Error when trying to run pegs_calc on other PGS - Catalogs

[PatrickReck01]

Hey,

I am quite new to PGS Scores and I ran into some issues.

I keep getting the following error:

I get this error when I am trying to use the tool for a vcf file, other than the Test - Sample - Data (the one named 'cineca').
I downloaded the vcf file from 1000Genomes: https://www.internationalgenome.org/data-portal/sample/SC_GMJOL5309922

I also tried it with a dataset I got from Kaggle and transformed into a vcf file, however I got the same error. The Kaggle dataset is this from here: https://www.kaggle.com/datasets/zusmani/mygenome

Interestingly enough, even for the Test Dataset to work, I couldn't use the --pgs_id PGS001229 argument. Instead, I had to use the argument --scorefile '+scoringfilepath+' with scoringfilepath being the path to the scoring file.txt that I found in the folder:
/Users/patrickreck/.nextflow/assets/pgscatalog/pgsc_calc/assets/examples/scorefiles/scorefile.txt

If anyone has any ideas hot to fix this, I would be very thankful. I have been trying to figure this out for a while now, but I don't seem to get any closer.

Best regards
Patrick

[nebfield]

This problem happens when none of the genetic variants in the scoring file can be found in your target (input) genomes. It's typically a problem with the input genotypes or the selected parameters:

• did you accidentally select the wrong genome build?
  • we match variants by looking at genomic coordinates, which change across different genome builds
• do your input genomes have low variant density?
  • we recommend imputing target genomes before using the calculator

If you're looking for some publicly availble data to learn about PGS I suggest the 1000 Genomes dataset, which is helpfully hosted by the plink2 developers. These genotypes have good density and should work with many scores. HAPNEST is also nice, but it's synthetic data and very large.

[PatrickReck01]

Another question that I just thought of:

In the documentation for pgs_calc it says, that the input data should consist of multiple samples, however I am trying to build a web application, where a user can upload his genomic data and receive his pgs scores. That would mean that the input data would only consist of one sample from one individual. Is there any mayor problem with that, or would it work as well?

[nebfield]

Downloading the datasets I mentioned is probably easier than trying to impute the data you have. Genotype imputation can be complicated and confusing.

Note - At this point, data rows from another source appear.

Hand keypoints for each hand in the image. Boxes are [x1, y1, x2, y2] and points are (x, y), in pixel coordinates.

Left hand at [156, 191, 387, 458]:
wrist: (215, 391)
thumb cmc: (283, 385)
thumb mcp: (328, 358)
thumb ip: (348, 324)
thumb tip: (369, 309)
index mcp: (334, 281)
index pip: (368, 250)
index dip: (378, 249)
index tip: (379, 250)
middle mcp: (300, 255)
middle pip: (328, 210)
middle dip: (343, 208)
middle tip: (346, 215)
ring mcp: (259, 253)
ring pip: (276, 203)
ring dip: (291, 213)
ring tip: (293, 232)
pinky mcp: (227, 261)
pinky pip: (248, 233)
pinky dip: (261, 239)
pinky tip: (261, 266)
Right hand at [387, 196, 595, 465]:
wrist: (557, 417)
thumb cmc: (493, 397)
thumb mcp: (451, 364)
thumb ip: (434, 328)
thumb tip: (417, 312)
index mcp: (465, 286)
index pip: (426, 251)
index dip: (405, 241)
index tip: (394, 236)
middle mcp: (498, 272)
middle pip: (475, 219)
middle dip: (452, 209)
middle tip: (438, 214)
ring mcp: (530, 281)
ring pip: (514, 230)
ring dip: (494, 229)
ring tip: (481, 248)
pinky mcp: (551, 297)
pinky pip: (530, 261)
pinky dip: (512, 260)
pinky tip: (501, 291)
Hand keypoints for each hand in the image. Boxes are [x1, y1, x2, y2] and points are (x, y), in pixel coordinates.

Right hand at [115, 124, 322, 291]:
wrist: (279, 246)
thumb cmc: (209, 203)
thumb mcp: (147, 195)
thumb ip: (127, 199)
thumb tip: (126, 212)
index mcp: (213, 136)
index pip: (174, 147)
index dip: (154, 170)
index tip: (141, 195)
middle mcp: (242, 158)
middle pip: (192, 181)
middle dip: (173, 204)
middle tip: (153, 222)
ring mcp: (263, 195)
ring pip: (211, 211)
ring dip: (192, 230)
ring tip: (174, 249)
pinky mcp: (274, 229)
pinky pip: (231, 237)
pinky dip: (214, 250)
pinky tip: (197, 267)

That's an exciting project! There may be some challenges with low sample sizes. Typically people recommend at least 50 to 100 samples in the target (input) sample. See:

https://www.nature.com/articles/s41596-020-0353-1#Fig2
https://choishingwan.github.io/PRS-Tutorial/target/#sample-size

If you can run pgsc_calc with --run_ancestry low sample sizes are supported because we load missing data from reference populations. However, the ancestry normalisation might be too complicated to include in your project. Good luck!

[PatrickReck01]

I tried to run the datasets (https://www.cog-genomics.org/plink/2.0/resources#phase3_1kg - 1000Genomes phase 3 - GrCh 37) from above, however now I am getting the following error:

Do you have any idea what could cause this? I am not really getting any information out of the error message itself.

As an alternative, I read a forum post (https://www.biostars.org/p/9477182/ ) and it got me thinking, whether I could simply calculate a PGS 'by hand' by calculating the sum over all the SNPs that appear in both the respective pgs-Catalog and the input genome file, weighted by their effect weight. I am assuming, the quality of the PRS score I get this way is lower, however is this option at least somewhat viable?

Alternatively, would it be possible to add my input sample from 1 individual to a bigger dataset with samples from many individuals and use this to calculate the PGS scores? I could then go into results, search the sample I added and read its PGS score.

I also wanted to ask, why there are always datasets with samples from multiple individuals are needed? I read in a paper (https://www.ncbi.nlm.nih.gov/pmc/articles/PMC7612115/ ) its because of quality control mechanisms, however I don't really understand why other individuals genome data would influence the PGS of my single input genome file from 1 individual. I get that large sample sizes is important in GWAS when you are determining which SNPs have an influence on a phenotype, but why is it important when calculating single PGS scores?

I hope I am not bothering you with all my questions. :)
Thanks in advance 👍

[hereagain-Y]

Hi Patrick, when I was trying to use the vcf data from I ran into the same issue as you posted previously, I was wondering did you have any clue to fix it?

[smlmbrt]

@hereagain-Y - what is the exact problem you're having? That no variants match?